2

I am wondering why

ls -1 | 
while read file; do 
     echo $file; tail -n 100 $file > >(sleep 1 && cat > $file)
done  

is faster than

ls -1 | 
while read file; do 
    echo $file; tail -n 100 $file | (sleep 1 && cat > $file)
done   

?

If there are 100 files in a directory then:

  • the second command takes almost 100 seconds to process
  • the first command is processed almost immediately.
agc
  • 7,223
haccks
  • 203
  • 4
  • 10
  • 1
    That's because bash doesn't wait for the termination of that process substitution (which could be seen as a bug). See The process substitution output is out of the order for details. – Stéphane Chazelas Mar 29 '18 at 13:45
  • @StéphaneChazelas; This says different : https://unix.stackexchange.com/q/146263/186463 – haccks Mar 29 '18 at 14:10
  • @haccks, in that case grep < <(cmd), while the shell doesn't wait for cmd, grep does as it waits for eof on its stdin.
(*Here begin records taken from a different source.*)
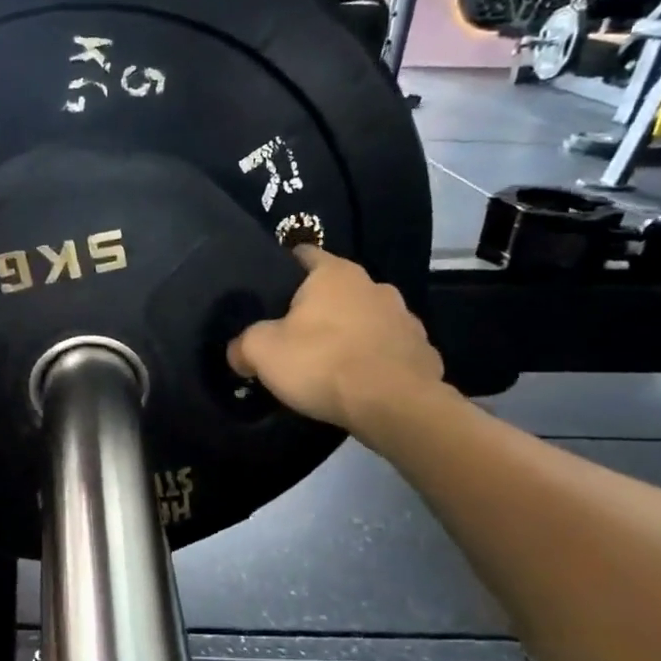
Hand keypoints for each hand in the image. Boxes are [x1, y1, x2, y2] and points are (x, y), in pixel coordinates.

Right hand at [228, 246, 447, 441]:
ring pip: (366, 319)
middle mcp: (374, 285)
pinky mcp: (422, 352)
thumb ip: (243, 345)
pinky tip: (359, 384)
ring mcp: (405, 318)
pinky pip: (389, 350)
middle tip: (292, 336)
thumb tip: (238, 352)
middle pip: (336, 290)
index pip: (303, 254)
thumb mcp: (262, 352)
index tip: (267, 293)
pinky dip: (374, 361)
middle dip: (317, 309)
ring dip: (350, 334)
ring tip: (328, 364)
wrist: (394, 406)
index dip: (282, 269)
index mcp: (335, 274)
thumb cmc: (322, 363)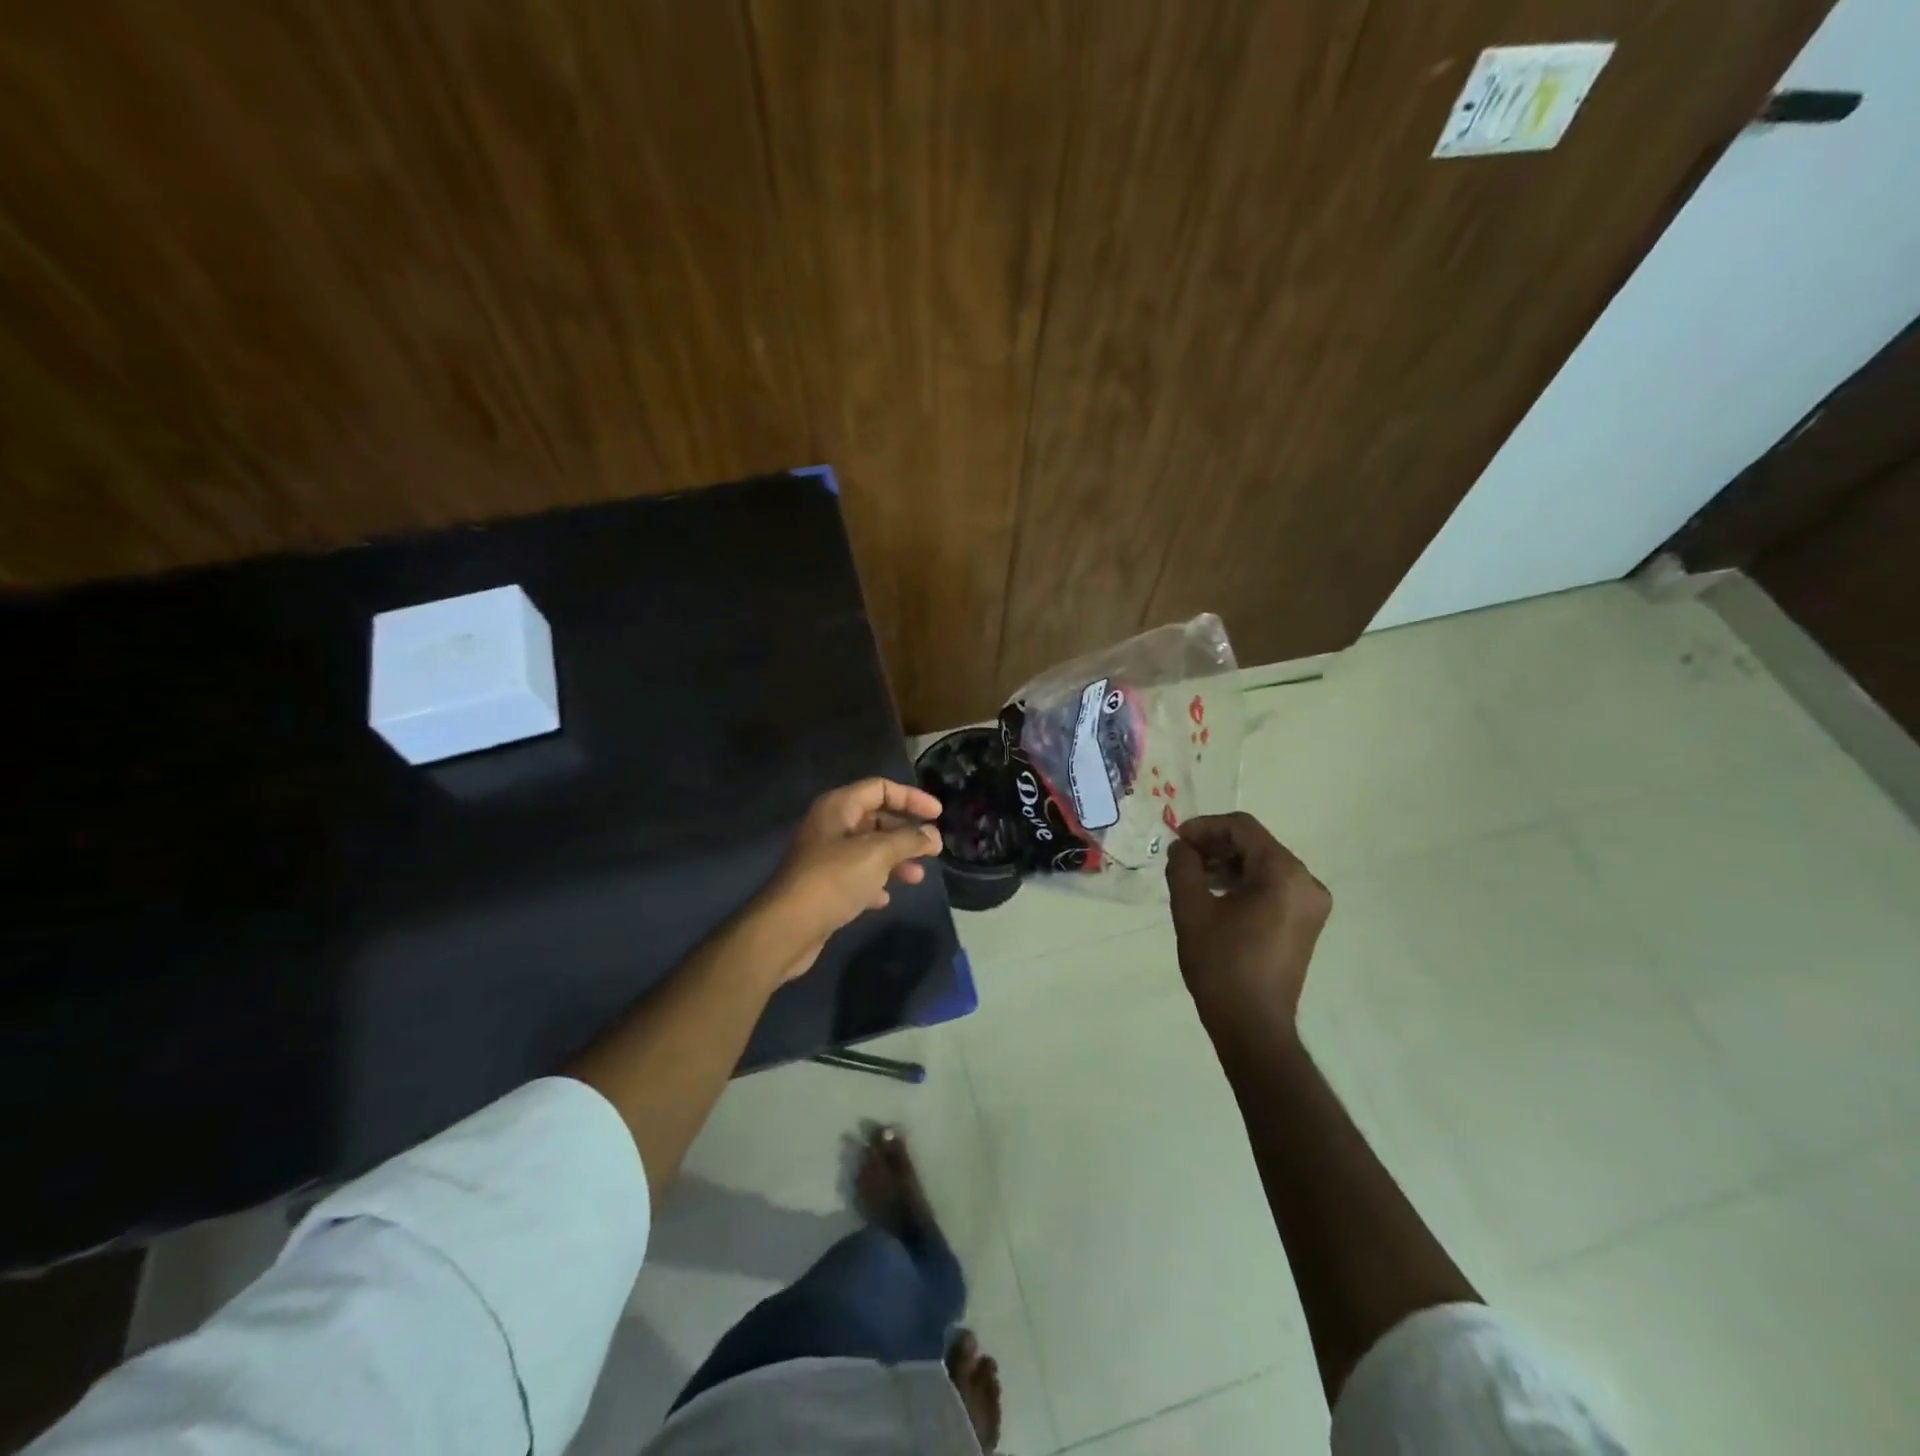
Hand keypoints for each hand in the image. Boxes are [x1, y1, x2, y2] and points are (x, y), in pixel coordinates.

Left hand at [760, 778, 942, 982]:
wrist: (788, 927)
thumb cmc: (834, 879)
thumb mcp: (878, 853)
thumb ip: (909, 840)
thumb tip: (933, 835)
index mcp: (838, 806)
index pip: (880, 788)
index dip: (911, 797)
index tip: (938, 814)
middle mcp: (831, 826)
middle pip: (876, 818)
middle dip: (906, 832)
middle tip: (933, 849)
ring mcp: (825, 857)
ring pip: (869, 849)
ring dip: (895, 860)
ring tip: (917, 877)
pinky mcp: (824, 886)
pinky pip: (857, 876)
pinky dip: (875, 882)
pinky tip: (886, 898)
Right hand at [1165, 812, 1330, 1033]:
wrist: (1253, 1025)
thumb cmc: (1221, 965)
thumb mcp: (1191, 910)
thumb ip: (1183, 867)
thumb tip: (1182, 848)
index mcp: (1284, 874)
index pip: (1242, 828)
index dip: (1205, 827)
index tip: (1176, 841)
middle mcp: (1306, 882)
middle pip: (1255, 844)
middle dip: (1215, 846)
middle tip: (1181, 859)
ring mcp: (1310, 904)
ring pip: (1263, 864)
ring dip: (1227, 864)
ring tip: (1193, 878)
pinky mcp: (1305, 921)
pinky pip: (1272, 886)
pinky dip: (1243, 882)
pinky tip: (1215, 895)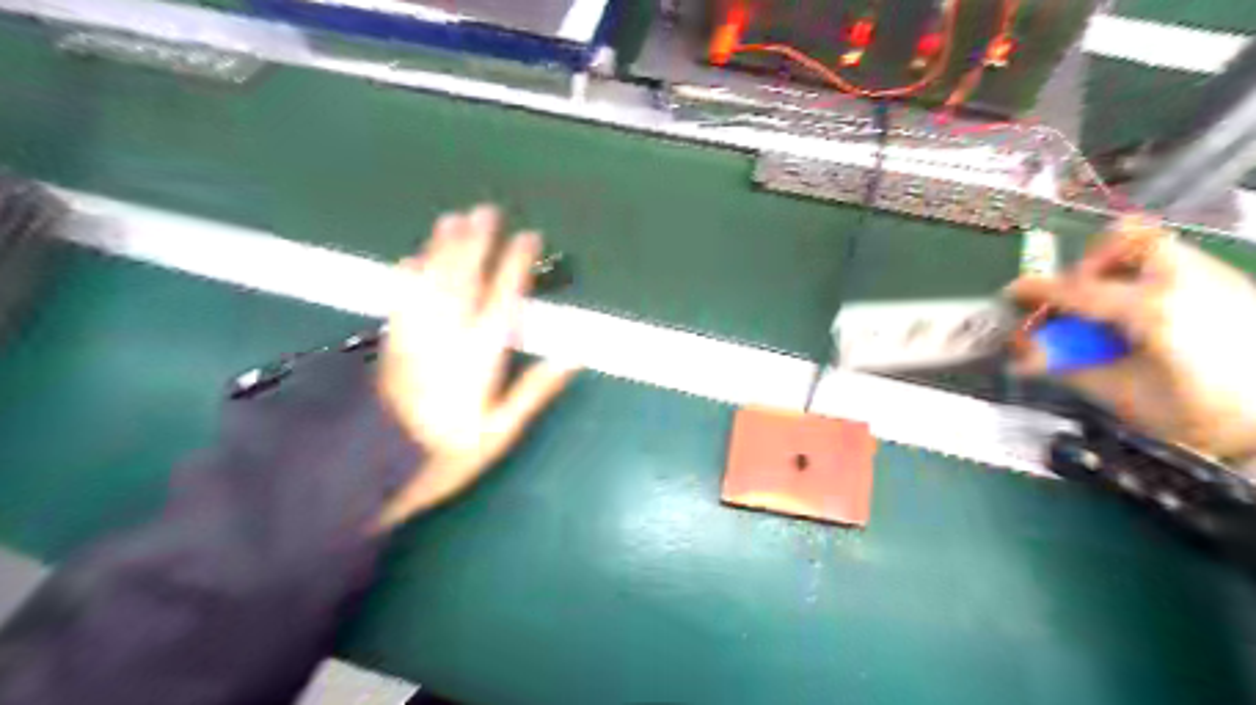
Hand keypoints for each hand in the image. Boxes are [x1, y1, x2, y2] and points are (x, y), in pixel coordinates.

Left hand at [378, 206, 577, 524]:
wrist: (378, 467)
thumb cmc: (449, 452)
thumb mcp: (501, 431)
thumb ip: (534, 390)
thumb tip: (572, 357)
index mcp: (478, 355)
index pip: (502, 298)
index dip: (516, 264)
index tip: (528, 237)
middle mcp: (446, 335)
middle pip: (463, 278)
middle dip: (476, 242)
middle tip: (486, 211)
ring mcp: (414, 335)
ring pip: (430, 281)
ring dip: (442, 248)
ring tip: (452, 219)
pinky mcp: (391, 343)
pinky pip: (400, 299)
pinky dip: (406, 277)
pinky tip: (410, 260)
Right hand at [1008, 216, 1254, 465]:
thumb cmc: (1200, 416)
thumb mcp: (1122, 397)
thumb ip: (1069, 369)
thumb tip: (1023, 356)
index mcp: (1153, 311)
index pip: (1078, 290)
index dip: (1038, 289)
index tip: (1013, 292)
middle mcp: (1187, 282)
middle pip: (1129, 237)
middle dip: (1092, 261)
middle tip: (1080, 294)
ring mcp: (1218, 279)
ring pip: (1158, 245)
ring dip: (1122, 267)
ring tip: (1113, 305)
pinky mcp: (1236, 287)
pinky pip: (1180, 265)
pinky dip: (1150, 279)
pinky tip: (1147, 318)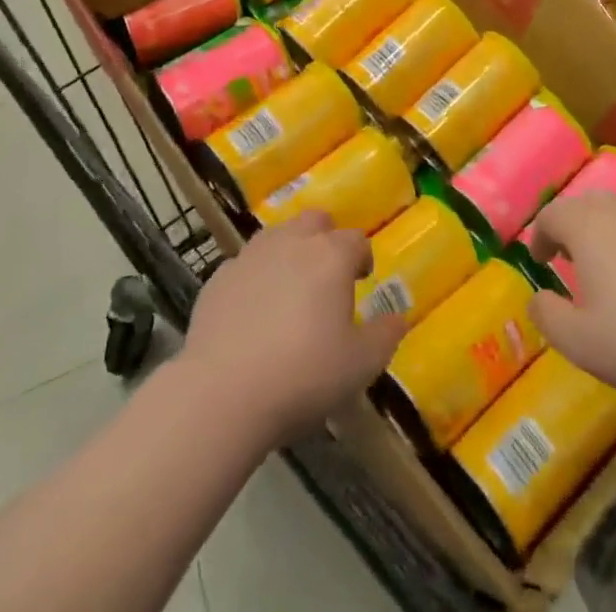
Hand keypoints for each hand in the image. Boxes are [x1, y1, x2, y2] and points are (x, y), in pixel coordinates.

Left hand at [179, 212, 406, 443]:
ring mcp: (251, 256)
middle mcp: (292, 242)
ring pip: (277, 235)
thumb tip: (397, 318)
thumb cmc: (303, 375)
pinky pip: (244, 265)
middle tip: (327, 276)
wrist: (222, 393)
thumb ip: (385, 336)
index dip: (362, 258)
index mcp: (331, 256)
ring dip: (289, 252)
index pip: (356, 240)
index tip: (362, 280)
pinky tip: (252, 313)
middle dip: (325, 239)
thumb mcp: (360, 366)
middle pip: (315, 221)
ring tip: (290, 290)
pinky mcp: (218, 277)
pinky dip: (254, 278)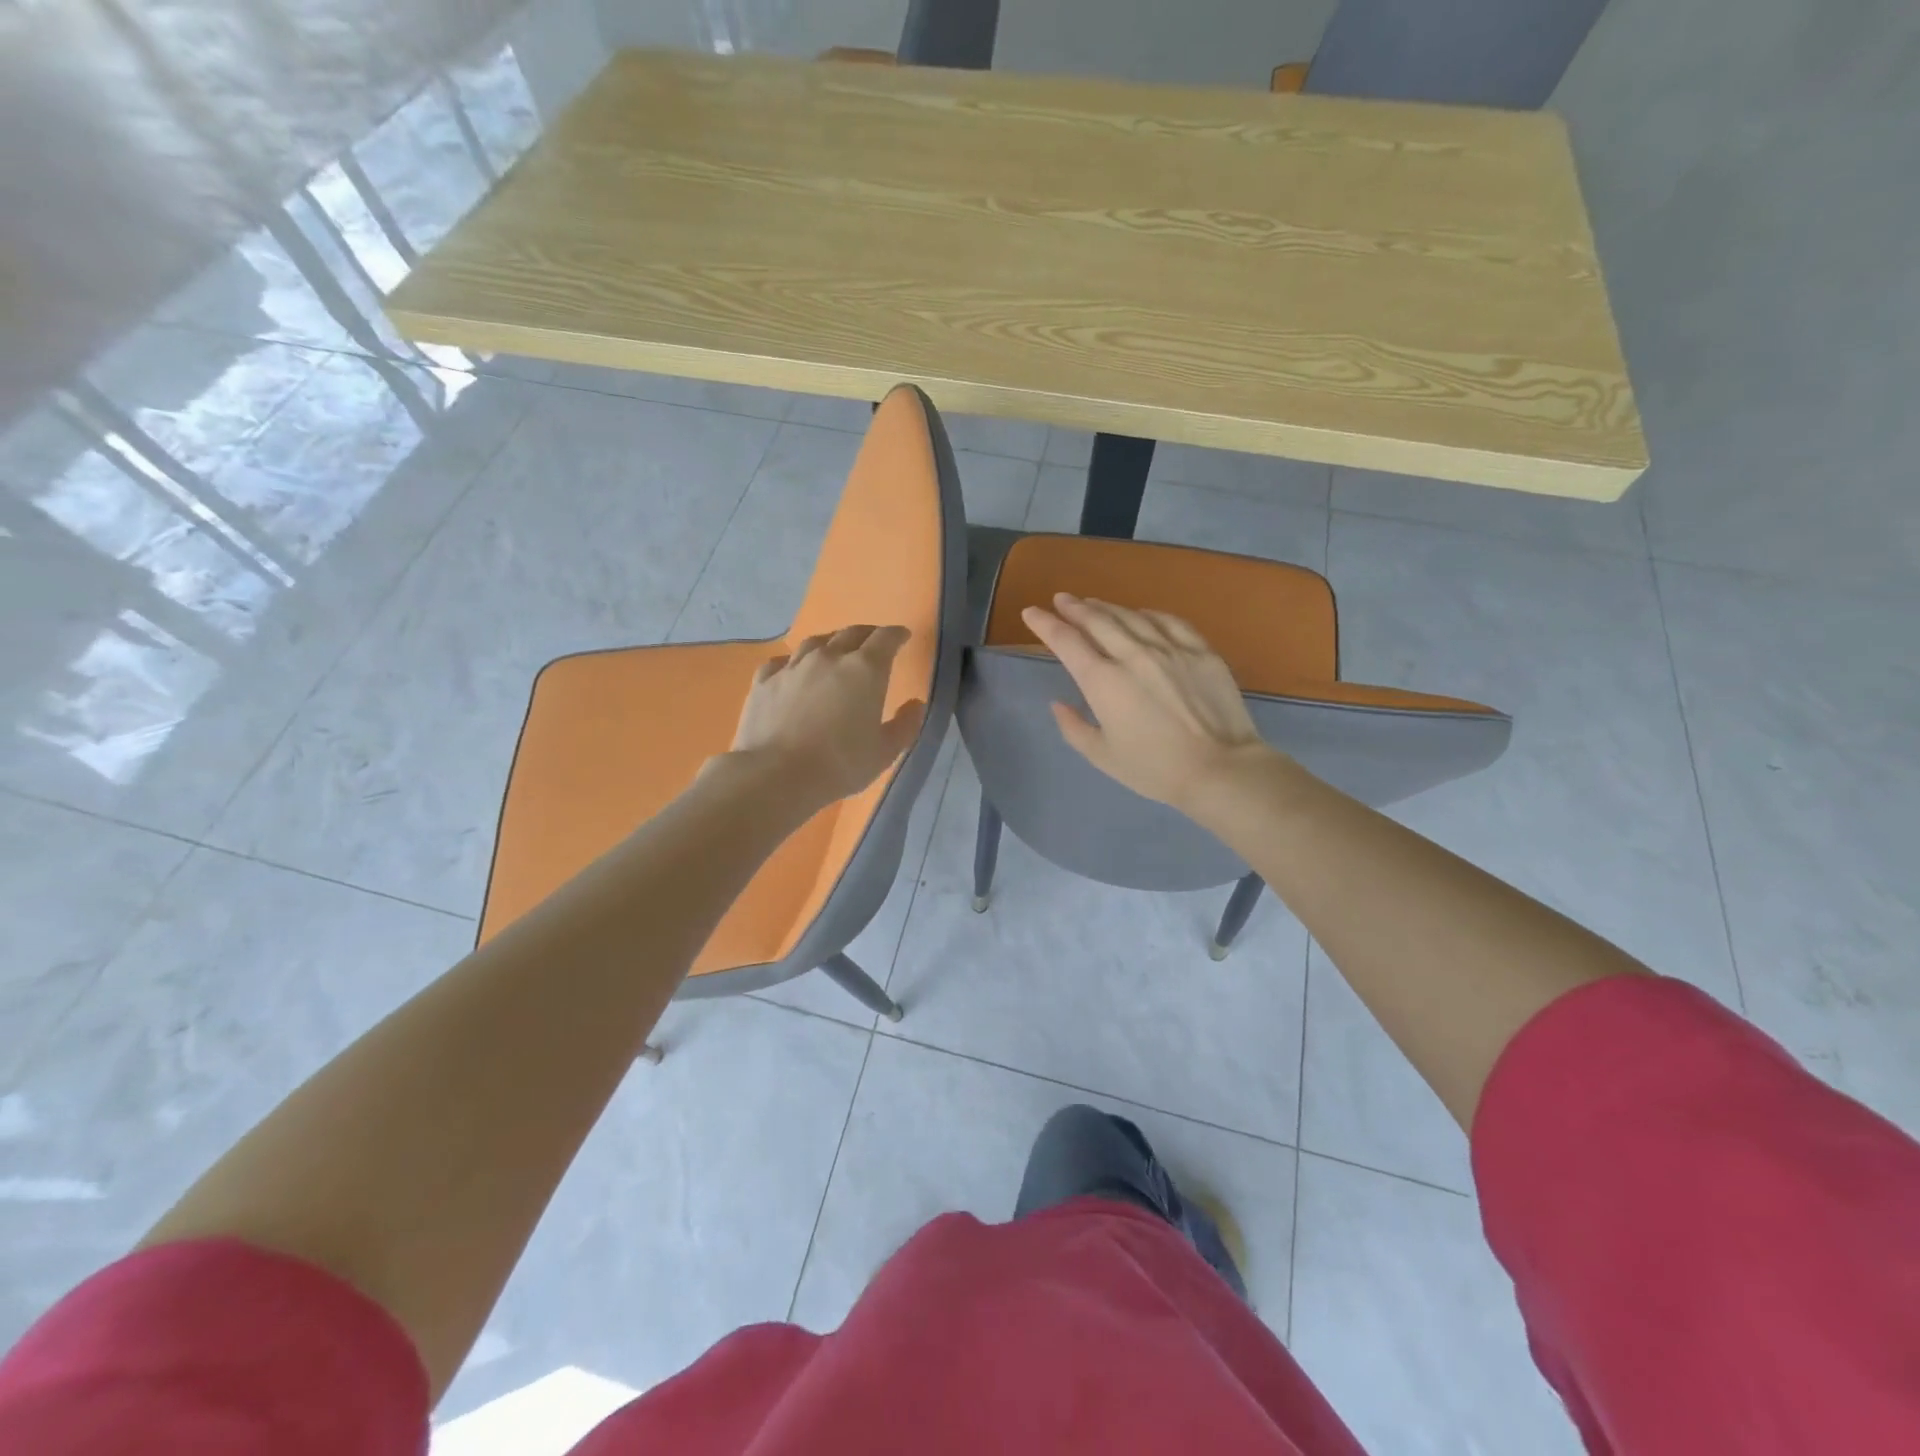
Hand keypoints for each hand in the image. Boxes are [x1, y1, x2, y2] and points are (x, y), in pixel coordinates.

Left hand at [726, 625, 924, 805]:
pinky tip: (793, 670)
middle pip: (851, 633)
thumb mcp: (884, 752)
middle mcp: (829, 657)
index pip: (885, 639)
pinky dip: (794, 662)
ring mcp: (793, 666)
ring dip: (831, 643)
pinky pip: (782, 661)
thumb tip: (916, 705)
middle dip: (867, 635)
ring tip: (835, 651)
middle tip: (873, 643)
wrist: (776, 775)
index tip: (902, 637)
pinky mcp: (764, 681)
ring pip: (815, 642)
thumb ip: (905, 725)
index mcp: (864, 670)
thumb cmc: (839, 764)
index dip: (896, 635)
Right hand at [1020, 594, 1277, 811]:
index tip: (1031, 612)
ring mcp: (1170, 648)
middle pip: (1097, 620)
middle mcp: (1133, 655)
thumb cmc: (1154, 769)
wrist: (1220, 769)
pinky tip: (1141, 613)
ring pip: (1131, 616)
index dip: (1045, 623)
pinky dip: (1148, 614)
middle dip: (1074, 607)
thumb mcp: (1102, 756)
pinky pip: (1169, 621)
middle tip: (1061, 599)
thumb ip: (1073, 728)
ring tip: (1092, 602)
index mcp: (1103, 681)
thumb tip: (1058, 704)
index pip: (1066, 641)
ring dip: (1107, 607)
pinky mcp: (1201, 651)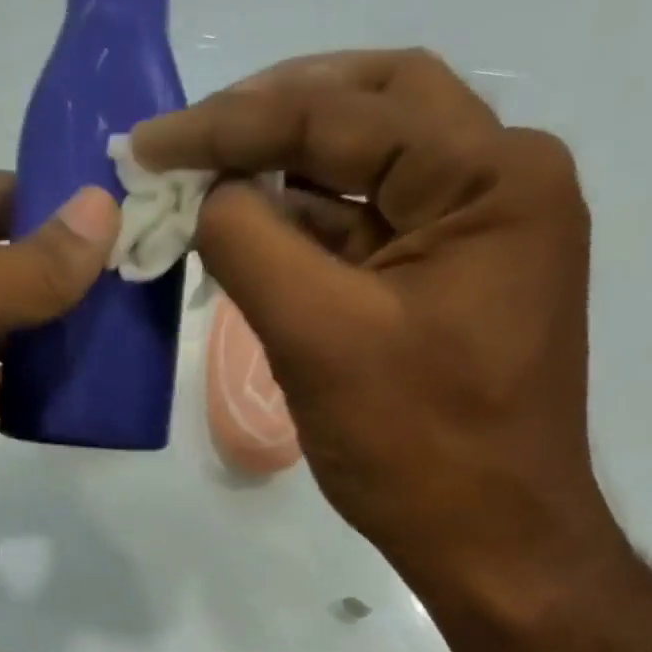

Again, see details at the link I gave in my previous comment. – Stéphane Chazelas Mar 29 '18 at 14:22
  • @StéphaneChazelas; you said "bash doesn't wait for the termination of that process substitution". Isn't that true for pipes too? – haccks Mar 29 '18 at 14:54
  • @haccks, no. bash waits for all pipe components. All shells wait for the last (right-most) pipe components, some don't wait for the other ones. – Stéphane Chazelas Mar 29 '18 at 15:04
  • @StéphaneChazelas; Pipe components run in the background (in subshell) as well as process substitution. Then why is this difference? Also in cmd1 | cmd2, does bash will wait for cmd1 too? – haccks Mar 29 '18 at 15:06
  • 2
    All pipe components run in subshells in bash, but not in background unless the whole pipeline is put in background with & (note that background/foreground only apply to interactive shells, that's terminology linked to job control in terminals). process substitution are put in background unless they're run from a subshell itself run in foreground. In any case, that's not what I'm talking about. I'm talking about the shell waiting for the termination of processes it starts before continuing with the next command (tbc) – Stéphane Chazelas Mar 29 '18 at 15:37
  • (continued). In cmd1 | cmd2; cmd3, bash waits for the termination of cmd1 and cmd2 (the processes it started to execute them) before running cmd3. In cmd1 > >(cmd2); cmd3, bash only waits for cmd1 before running cmd3. cmd2 may very well continue running while cmd3 is running. Try echo foo | (sleep 1; cat); ps vs echo foo > >(sleep 1; cat); ps – Stéphane Chazelas Mar 29 '18 at 15:39
  • @StéphaneChazelas can you please give me a reference where it says that process substitution run in background or the command in the process substitution is not waited for? – haccks Mar 29 '18 at 16:17
  • @haccks, it's easy to verify (like with the examples I gave above). For foreground vs background, use ps -j. See also the links I gave including the discussion on the bash mailing list. – Stéphane Chazelas Mar 29 '18 at 16:23
  • @StéphaneChazelas I already tested. Just curious to know where the docs says it. Language laywer problem :) – haccks Mar 29 '18 at 16:25
  • See info bash "Process Substitution". They key word is asynchronously. – Stéphane Chazelas Mar 29 '18 at 16:28
  • @StéphaneChazelas that's the confusion point. Pipes components also run asynchronously. – haccks Mar 29 '18 at 16:33
  • @haccks From the Pipelines documentation: If the pipeline is not executed asynchronously (see Lists), the shell waits for all commands in the pipeline to complete. – Barmar Mar 30 '18 at 00:28
  • 1
    So in both cases the components run asynchronously, but in the case of pipelines it still waits for them all to finish (unless you run the whole pipeline in the background with &). – Barmar Mar 30 '18 at 00:29

1 Answers1

2

When you use a pipeline, the shell runs each command in the pipeline concurrently, and waits for all of them to finish before going to the next command. This is explained in the documentation:

If the pipeline is not executed asynchronously (see Lists), the shell waits for all commands in the pipeline to complete.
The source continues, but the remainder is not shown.